(Saved data entries)
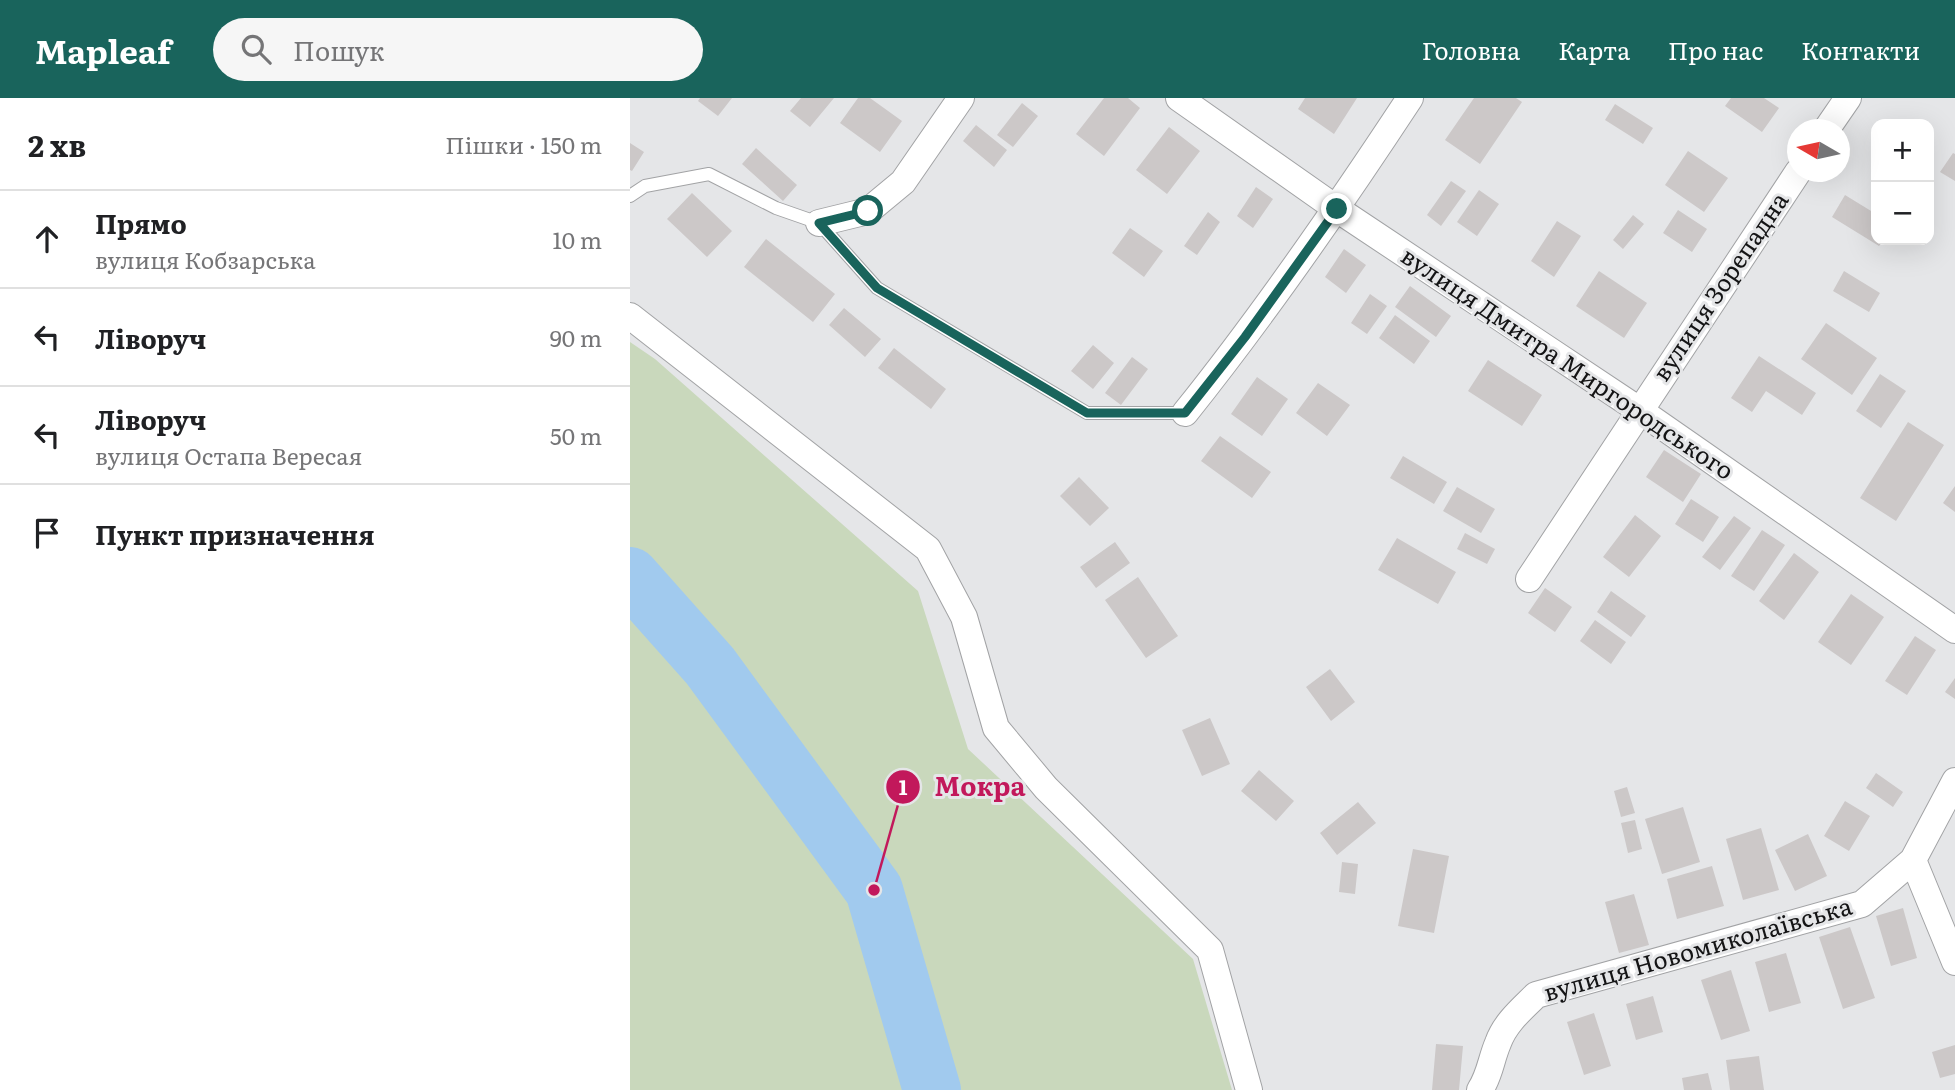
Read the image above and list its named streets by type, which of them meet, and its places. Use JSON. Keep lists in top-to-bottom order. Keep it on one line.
{"streets":{"street":["вулиця Зорепадна","вулиця Дмитра Миргородського","вулиця Новомиколаївська"]},"crossings":[["вулиця Зорепадна","вулиця Дмитра Миргородського"]],"places":["Мокра"],"north":"left","page":{"header":"Mapleaf","search":"Пошук","nav":["Головна","Карта","Про нас","Контакти"],"heading":["2 хв","Пішки · 150 m"],"map_buttons":["+","−"],"list":[["Прямо","вулиця Кобзарська","10 m"],["Ліворуч","90 m"],["Ліворуч","вулиця Остапа Вересая","50 m"],"Пункт призначення"]}}
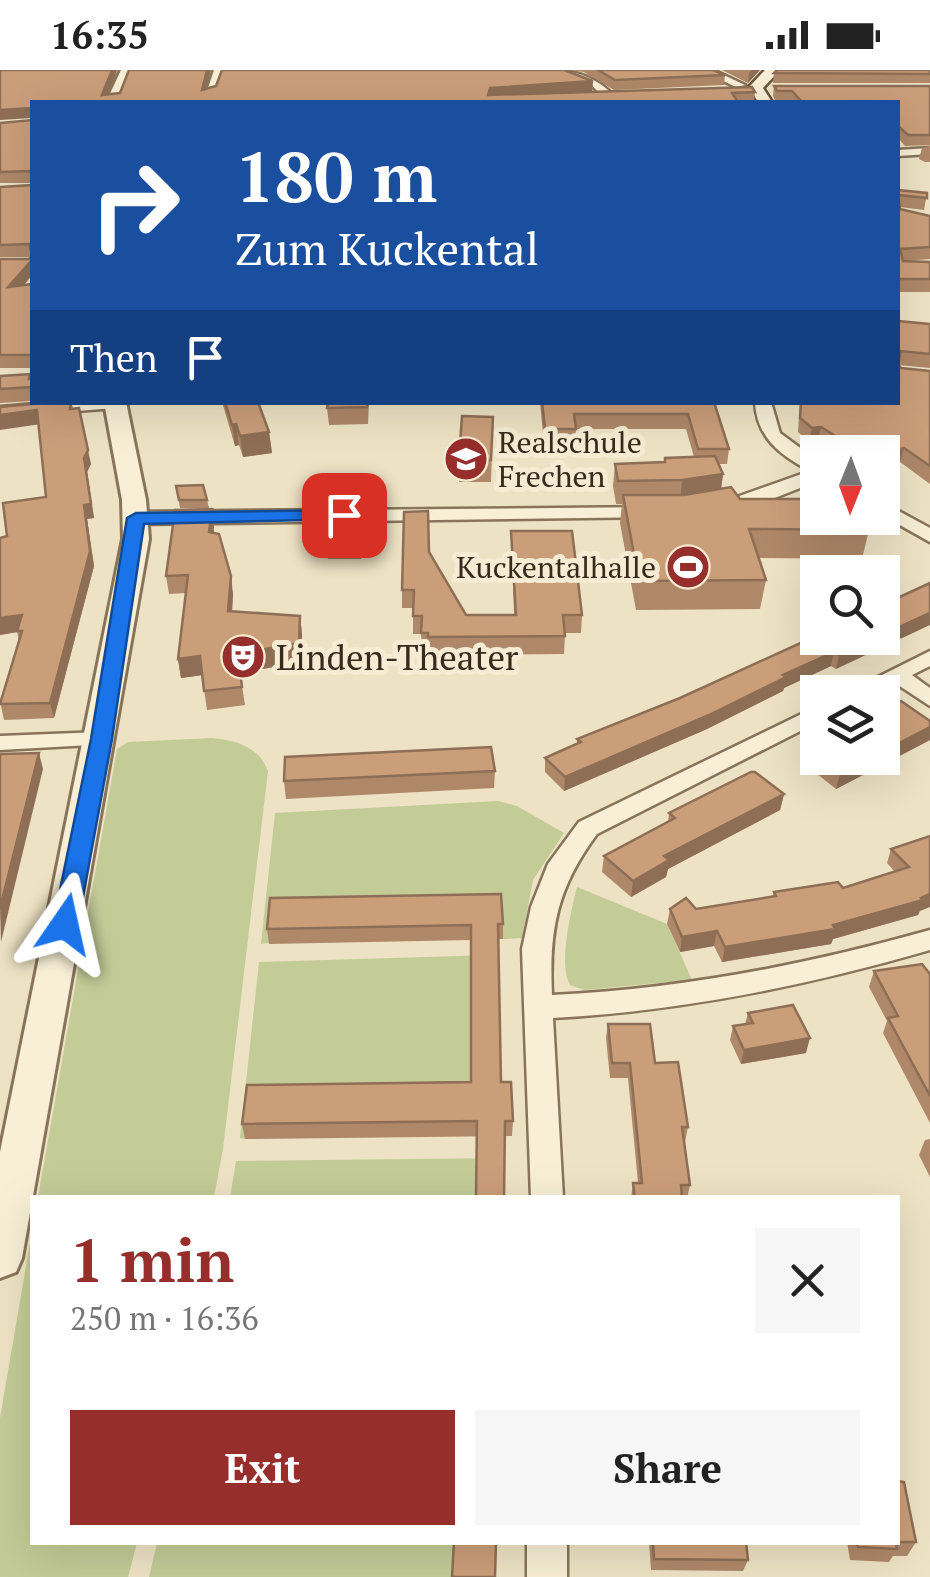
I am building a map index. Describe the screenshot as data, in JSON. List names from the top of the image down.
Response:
{
  "places": {
    "school or university": ["Realschule Frechen"],
    "sports": ["Kuckentalhalle"],
    "theatre": ["Linden-Theater"]
  },
  "north": "bottom",
  "page": {
    "status": "16:35",
    "turn": ["180 m", "Zum Kuckental"],
    "then": "Then",
    "heading": ["1 min", "250 m · 16:36"],
    "buttons": ["Exit", "Share"]
  }
}
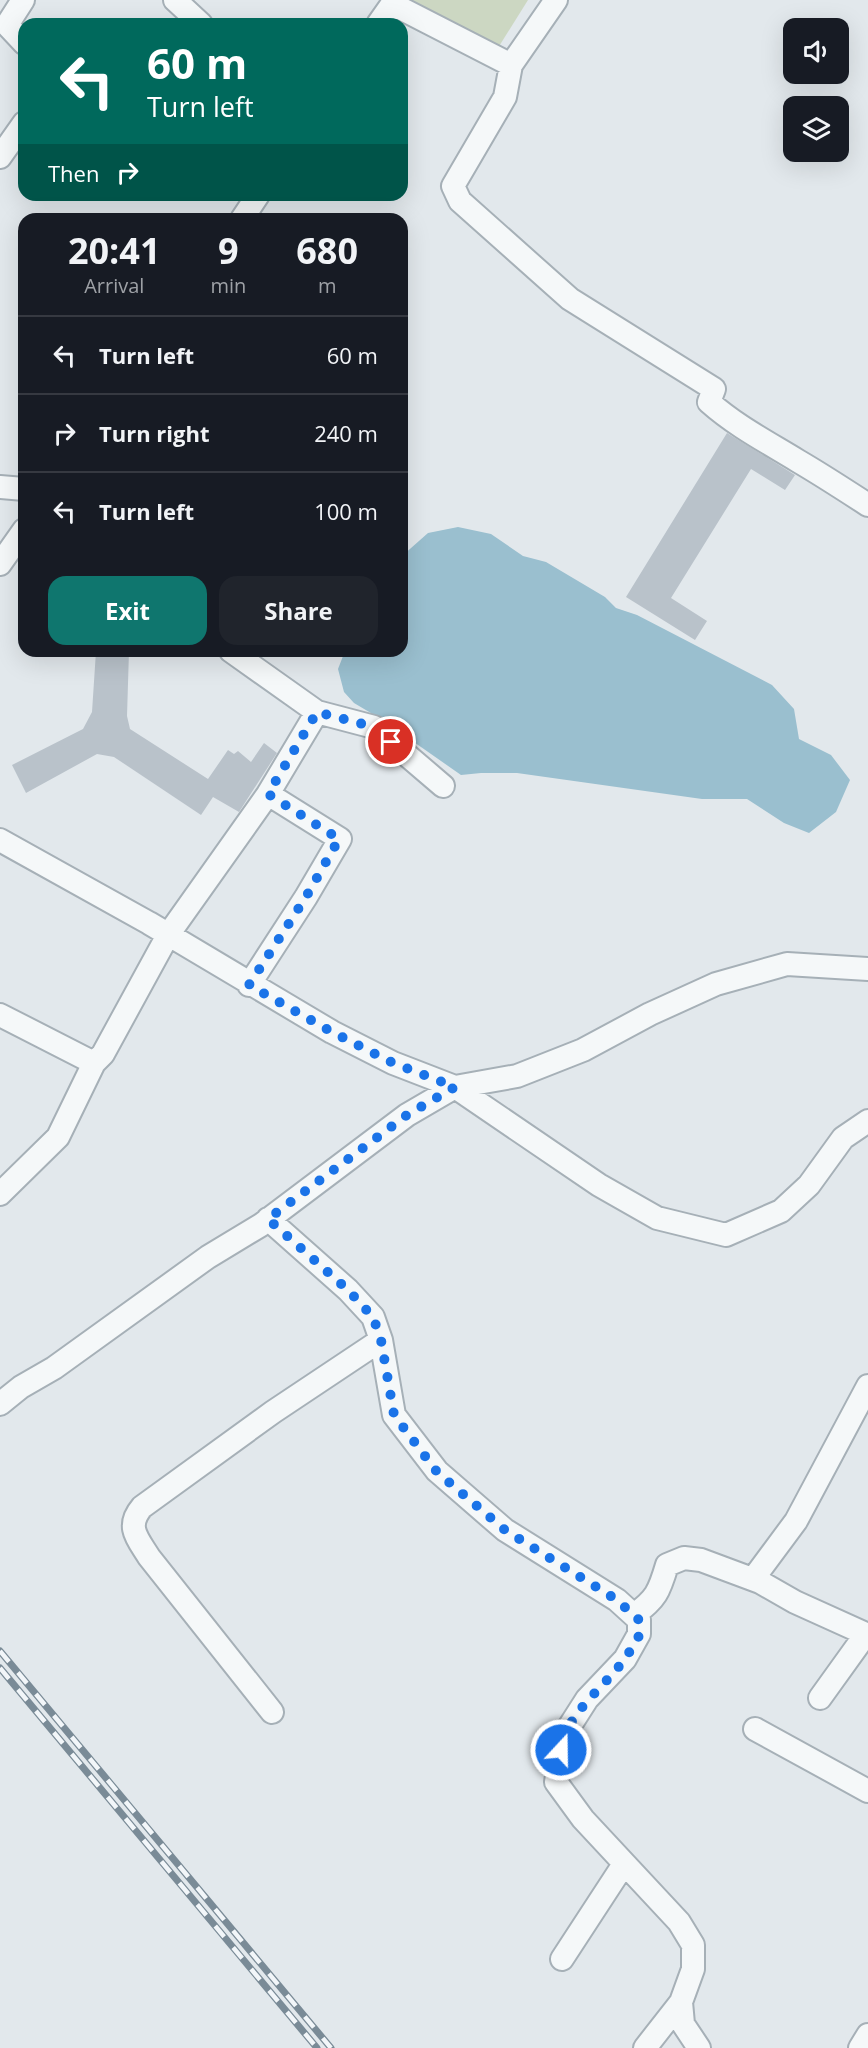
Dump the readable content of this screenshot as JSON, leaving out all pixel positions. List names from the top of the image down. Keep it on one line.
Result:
{"page":{"turn":["60 m","Turn left"],"then":"Then","eta":["20:41","Arrival","9","min","680","m"],"list":[{"name":"Turn left","value":"60 m"},{"name":"Turn right","value":"240 m"},{"name":"Turn left","value":"100 m"}],"buttons":["Exit","Share"]}}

■ Work instructions:
Above are the records; repeat their lines from the first through the line containing "Dump the readable", and leave out each picture.

■ Answer section:
Read the image above and list its named streets by type, which of them meet, and its places. Use JSON. Keep lists in top-to-bottom order. Keep it on one line.
{"streets":{"street":["вулиця Зорепадна","вулиця Дмитра Миргородського","вулиця Новомиколаївська"]},"crossings":[["вулиця Зорепадна","вулиця Дмитра Миргородського"]],"places":["Мокра"],"north":"left","page":{"header":"Mapleaf","search":"Пошук","nav":["Головна","Карта","Про нас","Контакти"],"heading":["2 хв","Пішки · 150 m"],"map_buttons":["+","−"],"list":[["Прямо","вулиця Кобзарська","10 m"],["Ліворуч","90 m"],["Ліворуч","вулиця Остапа Вересая","50 m"],"Пункт призначення"]}}
I am building a map index. Describe the screenshot as data, in JSON. List names from the top of the image down.
Response:
{
  "places": {
    "school or university": ["Realschule Frechen"],
    "sports": ["Kuckentalhalle"],
    "theatre": ["Linden-Theater"]
  },
  "north": "bottom",
  "page": {
    "status": "16:35",
    "turn": ["180 m", "Zum Kuckental"],
    "then": "Then",
    "heading": ["1 min", "250 m · 16:36"],
    "buttons": ["Exit", "Share"]
  }
}
Dump the readable content of this screenshot as JSON, leaving out all pixel positions. List names from the top of the image down. Keep it on one line.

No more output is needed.